Stored data
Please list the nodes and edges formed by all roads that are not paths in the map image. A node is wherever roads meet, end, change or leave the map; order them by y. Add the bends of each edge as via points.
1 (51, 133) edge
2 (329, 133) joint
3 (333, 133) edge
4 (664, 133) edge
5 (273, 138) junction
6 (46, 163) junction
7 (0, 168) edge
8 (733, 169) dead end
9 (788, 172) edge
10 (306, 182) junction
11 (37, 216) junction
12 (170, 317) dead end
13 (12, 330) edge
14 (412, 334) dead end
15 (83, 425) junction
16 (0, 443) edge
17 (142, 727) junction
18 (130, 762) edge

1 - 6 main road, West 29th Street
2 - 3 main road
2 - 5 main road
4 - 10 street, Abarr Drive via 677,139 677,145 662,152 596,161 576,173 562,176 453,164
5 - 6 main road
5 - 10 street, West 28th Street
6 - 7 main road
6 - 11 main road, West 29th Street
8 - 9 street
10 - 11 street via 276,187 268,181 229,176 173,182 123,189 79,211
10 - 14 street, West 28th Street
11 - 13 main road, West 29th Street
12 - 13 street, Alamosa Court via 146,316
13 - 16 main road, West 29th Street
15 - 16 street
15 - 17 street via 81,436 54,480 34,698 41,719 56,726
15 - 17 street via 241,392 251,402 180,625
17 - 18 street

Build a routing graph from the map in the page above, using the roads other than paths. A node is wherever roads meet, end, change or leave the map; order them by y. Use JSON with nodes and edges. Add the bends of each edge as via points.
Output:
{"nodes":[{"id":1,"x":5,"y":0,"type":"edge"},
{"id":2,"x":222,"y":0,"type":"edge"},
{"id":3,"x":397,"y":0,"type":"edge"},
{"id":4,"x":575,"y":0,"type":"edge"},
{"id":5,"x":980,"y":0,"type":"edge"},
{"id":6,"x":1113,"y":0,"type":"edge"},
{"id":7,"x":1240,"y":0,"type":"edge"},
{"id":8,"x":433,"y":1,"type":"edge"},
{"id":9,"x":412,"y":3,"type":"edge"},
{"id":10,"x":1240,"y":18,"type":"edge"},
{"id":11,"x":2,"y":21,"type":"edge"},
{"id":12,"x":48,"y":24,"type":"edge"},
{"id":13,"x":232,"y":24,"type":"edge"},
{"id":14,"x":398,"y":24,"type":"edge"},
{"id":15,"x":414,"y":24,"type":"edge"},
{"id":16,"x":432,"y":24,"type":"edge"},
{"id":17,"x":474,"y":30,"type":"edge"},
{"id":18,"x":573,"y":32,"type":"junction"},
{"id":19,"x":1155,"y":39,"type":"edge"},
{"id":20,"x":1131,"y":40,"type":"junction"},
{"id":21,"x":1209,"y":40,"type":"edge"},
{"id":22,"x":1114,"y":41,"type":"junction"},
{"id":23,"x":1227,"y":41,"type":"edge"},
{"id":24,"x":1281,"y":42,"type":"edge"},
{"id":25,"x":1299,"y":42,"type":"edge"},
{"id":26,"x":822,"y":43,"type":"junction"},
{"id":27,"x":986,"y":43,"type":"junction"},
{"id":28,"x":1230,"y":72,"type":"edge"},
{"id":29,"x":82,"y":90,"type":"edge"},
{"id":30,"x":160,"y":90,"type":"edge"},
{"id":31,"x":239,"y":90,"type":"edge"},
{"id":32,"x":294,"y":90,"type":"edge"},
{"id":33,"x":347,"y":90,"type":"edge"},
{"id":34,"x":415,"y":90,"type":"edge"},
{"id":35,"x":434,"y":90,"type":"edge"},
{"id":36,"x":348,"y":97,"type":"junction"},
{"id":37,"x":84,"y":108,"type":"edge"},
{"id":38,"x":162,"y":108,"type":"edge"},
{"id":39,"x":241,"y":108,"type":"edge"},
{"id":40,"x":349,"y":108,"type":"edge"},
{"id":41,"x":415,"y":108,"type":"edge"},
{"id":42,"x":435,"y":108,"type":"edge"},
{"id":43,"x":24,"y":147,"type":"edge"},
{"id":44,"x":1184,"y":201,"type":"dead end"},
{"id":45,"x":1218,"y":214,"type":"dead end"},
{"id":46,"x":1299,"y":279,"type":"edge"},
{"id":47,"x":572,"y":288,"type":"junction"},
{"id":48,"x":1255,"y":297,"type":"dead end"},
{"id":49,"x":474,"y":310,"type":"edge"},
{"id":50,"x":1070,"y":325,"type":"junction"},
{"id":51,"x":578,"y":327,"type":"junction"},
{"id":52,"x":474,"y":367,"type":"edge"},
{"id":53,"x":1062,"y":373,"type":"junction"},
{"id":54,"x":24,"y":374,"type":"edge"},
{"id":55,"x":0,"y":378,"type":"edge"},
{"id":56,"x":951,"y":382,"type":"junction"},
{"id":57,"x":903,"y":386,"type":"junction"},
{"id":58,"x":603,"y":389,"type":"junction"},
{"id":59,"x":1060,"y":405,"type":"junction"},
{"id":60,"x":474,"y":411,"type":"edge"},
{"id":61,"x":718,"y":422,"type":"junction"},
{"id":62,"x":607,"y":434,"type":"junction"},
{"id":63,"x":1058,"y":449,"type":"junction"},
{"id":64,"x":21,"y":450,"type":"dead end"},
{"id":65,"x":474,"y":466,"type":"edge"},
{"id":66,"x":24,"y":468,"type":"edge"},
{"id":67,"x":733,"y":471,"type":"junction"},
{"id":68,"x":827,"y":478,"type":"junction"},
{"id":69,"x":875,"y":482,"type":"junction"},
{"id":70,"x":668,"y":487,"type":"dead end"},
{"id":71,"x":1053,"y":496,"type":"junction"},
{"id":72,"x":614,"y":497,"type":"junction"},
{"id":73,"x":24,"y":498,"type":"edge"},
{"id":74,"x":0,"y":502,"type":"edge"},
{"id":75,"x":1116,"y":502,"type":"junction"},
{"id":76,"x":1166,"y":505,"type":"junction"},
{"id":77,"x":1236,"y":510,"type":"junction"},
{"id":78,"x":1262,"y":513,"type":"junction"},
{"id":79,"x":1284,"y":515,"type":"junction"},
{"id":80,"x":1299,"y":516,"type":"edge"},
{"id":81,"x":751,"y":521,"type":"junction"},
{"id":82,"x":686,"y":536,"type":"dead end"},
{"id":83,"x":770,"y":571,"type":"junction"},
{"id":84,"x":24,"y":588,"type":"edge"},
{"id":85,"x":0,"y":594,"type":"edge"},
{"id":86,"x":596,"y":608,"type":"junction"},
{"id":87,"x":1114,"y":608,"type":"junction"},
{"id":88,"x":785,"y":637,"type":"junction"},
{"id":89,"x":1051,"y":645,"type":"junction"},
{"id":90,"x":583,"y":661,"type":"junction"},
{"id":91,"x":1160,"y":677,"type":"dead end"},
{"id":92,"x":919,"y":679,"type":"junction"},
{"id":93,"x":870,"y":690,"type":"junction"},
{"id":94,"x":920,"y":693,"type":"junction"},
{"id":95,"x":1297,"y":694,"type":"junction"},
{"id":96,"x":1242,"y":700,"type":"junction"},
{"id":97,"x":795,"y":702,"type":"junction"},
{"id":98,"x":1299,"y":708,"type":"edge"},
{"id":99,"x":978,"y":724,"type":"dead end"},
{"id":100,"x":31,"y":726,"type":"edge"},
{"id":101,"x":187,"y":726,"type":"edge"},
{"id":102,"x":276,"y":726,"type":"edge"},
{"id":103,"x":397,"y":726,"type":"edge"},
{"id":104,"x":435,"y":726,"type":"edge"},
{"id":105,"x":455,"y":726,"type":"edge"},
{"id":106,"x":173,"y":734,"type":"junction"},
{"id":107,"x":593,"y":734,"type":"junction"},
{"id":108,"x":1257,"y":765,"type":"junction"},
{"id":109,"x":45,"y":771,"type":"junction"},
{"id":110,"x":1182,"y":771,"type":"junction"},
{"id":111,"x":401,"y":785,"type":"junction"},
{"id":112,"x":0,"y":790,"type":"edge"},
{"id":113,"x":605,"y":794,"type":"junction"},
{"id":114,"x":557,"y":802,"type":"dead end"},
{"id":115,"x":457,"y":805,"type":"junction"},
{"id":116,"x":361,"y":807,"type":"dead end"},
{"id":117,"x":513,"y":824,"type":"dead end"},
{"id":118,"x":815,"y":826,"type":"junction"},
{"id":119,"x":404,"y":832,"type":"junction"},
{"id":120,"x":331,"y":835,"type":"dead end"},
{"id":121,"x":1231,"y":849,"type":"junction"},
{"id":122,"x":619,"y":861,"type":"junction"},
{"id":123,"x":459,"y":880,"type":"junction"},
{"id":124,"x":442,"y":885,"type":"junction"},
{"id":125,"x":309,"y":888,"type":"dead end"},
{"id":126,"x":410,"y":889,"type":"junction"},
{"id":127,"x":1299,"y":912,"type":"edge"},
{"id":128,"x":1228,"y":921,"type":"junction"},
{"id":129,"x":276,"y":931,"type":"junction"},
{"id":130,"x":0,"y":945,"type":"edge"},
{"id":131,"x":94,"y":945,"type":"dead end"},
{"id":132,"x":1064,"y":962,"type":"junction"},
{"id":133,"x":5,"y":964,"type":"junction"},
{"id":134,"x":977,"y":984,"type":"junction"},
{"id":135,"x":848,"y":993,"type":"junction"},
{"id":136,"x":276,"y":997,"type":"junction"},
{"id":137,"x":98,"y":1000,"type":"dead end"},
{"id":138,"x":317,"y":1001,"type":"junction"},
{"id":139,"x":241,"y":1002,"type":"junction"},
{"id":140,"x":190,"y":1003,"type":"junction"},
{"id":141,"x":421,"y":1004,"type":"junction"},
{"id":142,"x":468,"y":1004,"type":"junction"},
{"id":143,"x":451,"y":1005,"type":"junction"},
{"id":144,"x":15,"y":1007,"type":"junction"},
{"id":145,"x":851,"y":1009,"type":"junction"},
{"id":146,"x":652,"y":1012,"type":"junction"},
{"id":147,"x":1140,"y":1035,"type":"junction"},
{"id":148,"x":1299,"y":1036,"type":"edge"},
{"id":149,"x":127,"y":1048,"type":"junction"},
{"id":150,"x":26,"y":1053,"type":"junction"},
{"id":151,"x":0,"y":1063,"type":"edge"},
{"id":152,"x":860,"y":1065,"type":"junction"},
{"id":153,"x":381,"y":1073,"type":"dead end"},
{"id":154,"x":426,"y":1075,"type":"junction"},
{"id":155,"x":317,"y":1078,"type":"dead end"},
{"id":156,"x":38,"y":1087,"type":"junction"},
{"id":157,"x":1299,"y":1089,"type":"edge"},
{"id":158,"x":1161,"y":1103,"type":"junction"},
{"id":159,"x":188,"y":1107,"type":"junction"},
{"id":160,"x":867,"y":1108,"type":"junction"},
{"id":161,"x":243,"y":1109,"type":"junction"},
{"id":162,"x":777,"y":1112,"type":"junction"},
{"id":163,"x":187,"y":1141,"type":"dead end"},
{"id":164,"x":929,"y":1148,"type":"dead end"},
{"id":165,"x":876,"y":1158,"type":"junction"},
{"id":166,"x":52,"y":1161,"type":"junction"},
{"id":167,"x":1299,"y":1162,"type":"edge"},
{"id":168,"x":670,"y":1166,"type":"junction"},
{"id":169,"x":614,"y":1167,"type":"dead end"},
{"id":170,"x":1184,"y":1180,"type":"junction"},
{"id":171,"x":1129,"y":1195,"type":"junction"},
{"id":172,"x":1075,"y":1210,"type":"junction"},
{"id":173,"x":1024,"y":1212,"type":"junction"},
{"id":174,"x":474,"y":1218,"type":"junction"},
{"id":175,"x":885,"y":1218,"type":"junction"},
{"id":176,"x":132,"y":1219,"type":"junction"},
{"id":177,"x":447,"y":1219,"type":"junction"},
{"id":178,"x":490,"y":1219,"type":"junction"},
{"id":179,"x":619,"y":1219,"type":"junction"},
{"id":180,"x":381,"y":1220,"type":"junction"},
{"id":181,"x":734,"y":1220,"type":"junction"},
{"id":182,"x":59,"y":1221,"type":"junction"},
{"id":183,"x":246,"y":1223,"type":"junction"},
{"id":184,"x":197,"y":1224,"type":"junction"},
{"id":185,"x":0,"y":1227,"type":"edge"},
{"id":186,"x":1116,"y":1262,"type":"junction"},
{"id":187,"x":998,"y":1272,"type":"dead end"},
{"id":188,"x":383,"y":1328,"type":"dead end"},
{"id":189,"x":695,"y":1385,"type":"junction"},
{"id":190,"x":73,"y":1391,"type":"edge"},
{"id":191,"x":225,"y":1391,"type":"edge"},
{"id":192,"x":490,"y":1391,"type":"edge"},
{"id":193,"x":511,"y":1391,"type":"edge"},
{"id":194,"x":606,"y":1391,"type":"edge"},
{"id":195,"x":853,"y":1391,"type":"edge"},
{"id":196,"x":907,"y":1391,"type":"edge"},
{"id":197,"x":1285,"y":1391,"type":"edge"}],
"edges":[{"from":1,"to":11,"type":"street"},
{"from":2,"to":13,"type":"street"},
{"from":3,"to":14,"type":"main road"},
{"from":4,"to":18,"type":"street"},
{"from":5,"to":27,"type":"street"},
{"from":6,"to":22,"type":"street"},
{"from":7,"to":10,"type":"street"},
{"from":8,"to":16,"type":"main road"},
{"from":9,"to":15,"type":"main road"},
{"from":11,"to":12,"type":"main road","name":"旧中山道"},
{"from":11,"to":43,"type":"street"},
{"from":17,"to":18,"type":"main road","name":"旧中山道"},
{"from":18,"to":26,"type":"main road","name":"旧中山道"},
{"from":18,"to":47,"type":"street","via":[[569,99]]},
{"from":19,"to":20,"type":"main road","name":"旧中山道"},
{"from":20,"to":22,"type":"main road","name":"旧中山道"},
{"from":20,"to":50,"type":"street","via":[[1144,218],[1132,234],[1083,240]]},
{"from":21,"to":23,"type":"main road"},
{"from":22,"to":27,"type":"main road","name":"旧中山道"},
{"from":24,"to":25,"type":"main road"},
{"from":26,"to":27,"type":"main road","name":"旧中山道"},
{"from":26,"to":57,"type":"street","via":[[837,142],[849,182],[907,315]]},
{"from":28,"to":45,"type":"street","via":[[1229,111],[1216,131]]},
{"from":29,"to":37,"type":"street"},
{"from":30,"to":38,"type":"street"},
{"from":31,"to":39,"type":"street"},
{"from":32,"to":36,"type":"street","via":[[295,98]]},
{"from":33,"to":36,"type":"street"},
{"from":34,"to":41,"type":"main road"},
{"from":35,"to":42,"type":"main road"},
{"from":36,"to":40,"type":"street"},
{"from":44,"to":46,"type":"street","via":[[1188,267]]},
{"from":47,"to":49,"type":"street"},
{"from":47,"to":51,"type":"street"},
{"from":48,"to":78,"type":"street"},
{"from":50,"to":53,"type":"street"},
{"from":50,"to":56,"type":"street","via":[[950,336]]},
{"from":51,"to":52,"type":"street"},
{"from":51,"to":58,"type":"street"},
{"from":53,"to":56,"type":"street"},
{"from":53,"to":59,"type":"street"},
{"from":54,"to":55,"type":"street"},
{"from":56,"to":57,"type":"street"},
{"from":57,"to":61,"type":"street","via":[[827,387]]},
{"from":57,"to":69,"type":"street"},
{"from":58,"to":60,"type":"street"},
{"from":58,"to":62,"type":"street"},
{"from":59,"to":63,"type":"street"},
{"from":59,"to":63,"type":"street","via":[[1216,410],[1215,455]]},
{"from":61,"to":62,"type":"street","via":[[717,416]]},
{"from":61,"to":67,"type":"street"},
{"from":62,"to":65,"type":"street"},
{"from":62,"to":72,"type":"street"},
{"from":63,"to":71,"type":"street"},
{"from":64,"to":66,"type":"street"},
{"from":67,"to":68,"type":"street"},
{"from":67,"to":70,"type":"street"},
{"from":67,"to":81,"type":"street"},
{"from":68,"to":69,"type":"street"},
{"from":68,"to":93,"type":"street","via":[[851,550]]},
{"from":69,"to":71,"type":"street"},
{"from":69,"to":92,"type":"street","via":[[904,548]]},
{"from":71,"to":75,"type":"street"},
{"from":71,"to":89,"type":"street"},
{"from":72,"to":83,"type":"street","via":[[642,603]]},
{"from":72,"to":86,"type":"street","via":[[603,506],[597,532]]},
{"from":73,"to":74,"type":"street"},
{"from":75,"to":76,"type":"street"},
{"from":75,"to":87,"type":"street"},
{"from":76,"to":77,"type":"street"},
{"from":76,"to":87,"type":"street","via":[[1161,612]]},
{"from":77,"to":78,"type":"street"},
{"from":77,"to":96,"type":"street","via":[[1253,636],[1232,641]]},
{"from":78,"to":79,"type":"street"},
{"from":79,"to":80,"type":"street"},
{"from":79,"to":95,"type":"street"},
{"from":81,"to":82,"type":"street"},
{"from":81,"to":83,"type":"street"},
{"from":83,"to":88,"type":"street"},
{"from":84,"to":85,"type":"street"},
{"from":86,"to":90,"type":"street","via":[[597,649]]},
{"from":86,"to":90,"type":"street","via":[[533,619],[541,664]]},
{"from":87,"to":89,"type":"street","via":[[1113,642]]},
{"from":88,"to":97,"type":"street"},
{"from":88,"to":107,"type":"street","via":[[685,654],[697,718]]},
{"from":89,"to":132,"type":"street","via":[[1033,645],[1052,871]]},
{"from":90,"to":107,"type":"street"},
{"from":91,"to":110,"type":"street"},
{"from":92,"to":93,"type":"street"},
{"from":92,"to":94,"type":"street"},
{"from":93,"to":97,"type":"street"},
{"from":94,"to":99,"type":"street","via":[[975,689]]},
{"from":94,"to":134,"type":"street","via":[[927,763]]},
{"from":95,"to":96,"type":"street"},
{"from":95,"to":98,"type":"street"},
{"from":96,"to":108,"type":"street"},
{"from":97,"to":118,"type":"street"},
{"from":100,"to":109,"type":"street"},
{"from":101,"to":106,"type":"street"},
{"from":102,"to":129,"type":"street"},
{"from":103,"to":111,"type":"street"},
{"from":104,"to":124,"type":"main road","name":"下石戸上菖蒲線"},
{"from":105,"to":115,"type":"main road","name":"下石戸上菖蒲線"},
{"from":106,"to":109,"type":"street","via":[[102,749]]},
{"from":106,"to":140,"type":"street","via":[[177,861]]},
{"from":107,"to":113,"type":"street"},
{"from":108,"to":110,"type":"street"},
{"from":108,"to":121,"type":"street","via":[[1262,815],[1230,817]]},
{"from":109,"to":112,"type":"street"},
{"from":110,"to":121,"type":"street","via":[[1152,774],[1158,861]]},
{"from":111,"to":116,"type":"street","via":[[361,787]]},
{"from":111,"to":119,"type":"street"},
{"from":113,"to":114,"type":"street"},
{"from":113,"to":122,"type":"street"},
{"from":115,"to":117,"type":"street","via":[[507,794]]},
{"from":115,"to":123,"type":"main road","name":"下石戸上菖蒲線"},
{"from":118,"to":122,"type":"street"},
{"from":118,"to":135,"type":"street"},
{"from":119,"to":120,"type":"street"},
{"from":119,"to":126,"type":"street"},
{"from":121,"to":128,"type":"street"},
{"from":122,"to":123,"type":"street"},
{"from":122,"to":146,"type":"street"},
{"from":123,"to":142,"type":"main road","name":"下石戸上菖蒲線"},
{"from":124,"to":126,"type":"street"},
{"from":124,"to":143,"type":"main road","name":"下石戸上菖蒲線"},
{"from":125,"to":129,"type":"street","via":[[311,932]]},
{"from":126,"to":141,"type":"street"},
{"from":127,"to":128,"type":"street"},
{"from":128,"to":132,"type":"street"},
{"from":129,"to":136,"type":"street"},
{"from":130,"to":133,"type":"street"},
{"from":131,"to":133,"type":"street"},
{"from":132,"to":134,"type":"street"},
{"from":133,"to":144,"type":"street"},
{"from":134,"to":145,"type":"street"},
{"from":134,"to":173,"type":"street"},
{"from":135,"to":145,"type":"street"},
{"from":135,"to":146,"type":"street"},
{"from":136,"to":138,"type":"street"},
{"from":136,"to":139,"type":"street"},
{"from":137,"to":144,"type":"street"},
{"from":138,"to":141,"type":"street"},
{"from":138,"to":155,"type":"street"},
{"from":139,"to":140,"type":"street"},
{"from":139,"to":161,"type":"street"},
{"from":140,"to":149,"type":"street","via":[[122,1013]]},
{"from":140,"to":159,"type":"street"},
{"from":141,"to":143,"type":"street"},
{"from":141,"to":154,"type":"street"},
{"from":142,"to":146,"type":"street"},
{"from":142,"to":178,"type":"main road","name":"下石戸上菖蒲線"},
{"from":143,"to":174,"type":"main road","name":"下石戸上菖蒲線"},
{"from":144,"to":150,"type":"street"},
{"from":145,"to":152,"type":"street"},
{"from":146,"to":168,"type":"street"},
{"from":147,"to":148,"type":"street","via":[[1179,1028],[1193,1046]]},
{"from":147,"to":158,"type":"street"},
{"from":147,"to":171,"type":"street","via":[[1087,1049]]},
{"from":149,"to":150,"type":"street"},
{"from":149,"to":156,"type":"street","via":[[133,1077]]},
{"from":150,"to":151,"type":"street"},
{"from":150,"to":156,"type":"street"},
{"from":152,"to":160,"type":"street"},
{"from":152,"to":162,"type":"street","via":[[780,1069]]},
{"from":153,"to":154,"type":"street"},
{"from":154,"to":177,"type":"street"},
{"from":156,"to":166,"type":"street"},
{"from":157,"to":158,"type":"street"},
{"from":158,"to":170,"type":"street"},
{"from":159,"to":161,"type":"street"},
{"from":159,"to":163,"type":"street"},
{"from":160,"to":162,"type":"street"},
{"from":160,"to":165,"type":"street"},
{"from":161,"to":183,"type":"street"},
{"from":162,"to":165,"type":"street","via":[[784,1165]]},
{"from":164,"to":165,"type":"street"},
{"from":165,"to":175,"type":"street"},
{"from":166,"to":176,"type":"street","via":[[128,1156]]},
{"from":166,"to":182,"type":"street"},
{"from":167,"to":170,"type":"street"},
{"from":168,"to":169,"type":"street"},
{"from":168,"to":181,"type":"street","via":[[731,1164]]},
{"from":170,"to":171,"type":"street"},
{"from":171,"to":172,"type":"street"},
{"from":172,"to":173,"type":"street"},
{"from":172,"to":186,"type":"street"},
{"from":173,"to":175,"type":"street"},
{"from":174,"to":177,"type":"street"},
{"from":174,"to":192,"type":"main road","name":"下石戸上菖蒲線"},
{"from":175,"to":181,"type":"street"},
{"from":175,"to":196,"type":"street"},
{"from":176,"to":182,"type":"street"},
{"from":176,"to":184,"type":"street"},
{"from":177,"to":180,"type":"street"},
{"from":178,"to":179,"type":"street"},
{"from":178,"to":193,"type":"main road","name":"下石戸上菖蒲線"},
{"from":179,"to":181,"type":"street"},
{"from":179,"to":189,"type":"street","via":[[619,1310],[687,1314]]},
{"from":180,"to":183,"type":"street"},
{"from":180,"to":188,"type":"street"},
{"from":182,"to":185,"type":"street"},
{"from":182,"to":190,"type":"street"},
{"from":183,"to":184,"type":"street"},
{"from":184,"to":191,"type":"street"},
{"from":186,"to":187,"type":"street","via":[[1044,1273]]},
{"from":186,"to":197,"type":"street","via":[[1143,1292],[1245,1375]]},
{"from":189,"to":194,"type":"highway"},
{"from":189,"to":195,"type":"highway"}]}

Problem details
Only the lines from the top of the data through the line that contains "Build a routing" should be quoted, exactly as they stand.

Output below
Please list the nodes and edges formed by all roads that are not paths in the map image. A node is wherever roads meet, end, change or leave the map; order them by y. Add the bends of each edge as via points.
1 (51, 133) edge
2 (329, 133) joint
3 (333, 133) edge
4 (664, 133) edge
5 (273, 138) junction
6 (46, 163) junction
7 (0, 168) edge
8 (733, 169) dead end
9 (788, 172) edge
10 (306, 182) junction
11 (37, 216) junction
12 (170, 317) dead end
13 (12, 330) edge
14 (412, 334) dead end
15 (83, 425) junction
16 (0, 443) edge
17 (142, 727) junction
18 (130, 762) edge

1 - 6 main road, West 29th Street
2 - 3 main road
2 - 5 main road
4 - 10 street, Abarr Drive via 677,139 677,145 662,152 596,161 576,173 562,176 453,164
5 - 6 main road
5 - 10 street, West 28th Street
6 - 7 main road
6 - 11 main road, West 29th Street
8 - 9 street
10 - 11 street via 276,187 268,181 229,176 173,182 123,189 79,211
10 - 14 street, West 28th Street
11 - 13 main road, West 29th Street
12 - 13 street, Alamosa Court via 146,316
13 - 16 main road, West 29th Street
15 - 16 street
15 - 17 street via 81,436 54,480 34,698 41,719 56,726
15 - 17 street via 241,392 251,402 180,625
17 - 18 street

Build a routing graph from the map in the page above, using the roads other than paths. A node is wherever roads meet, end, change or leave the map; order them by y. Use JSON with nodes and edges. Add the bends of each edge as via points.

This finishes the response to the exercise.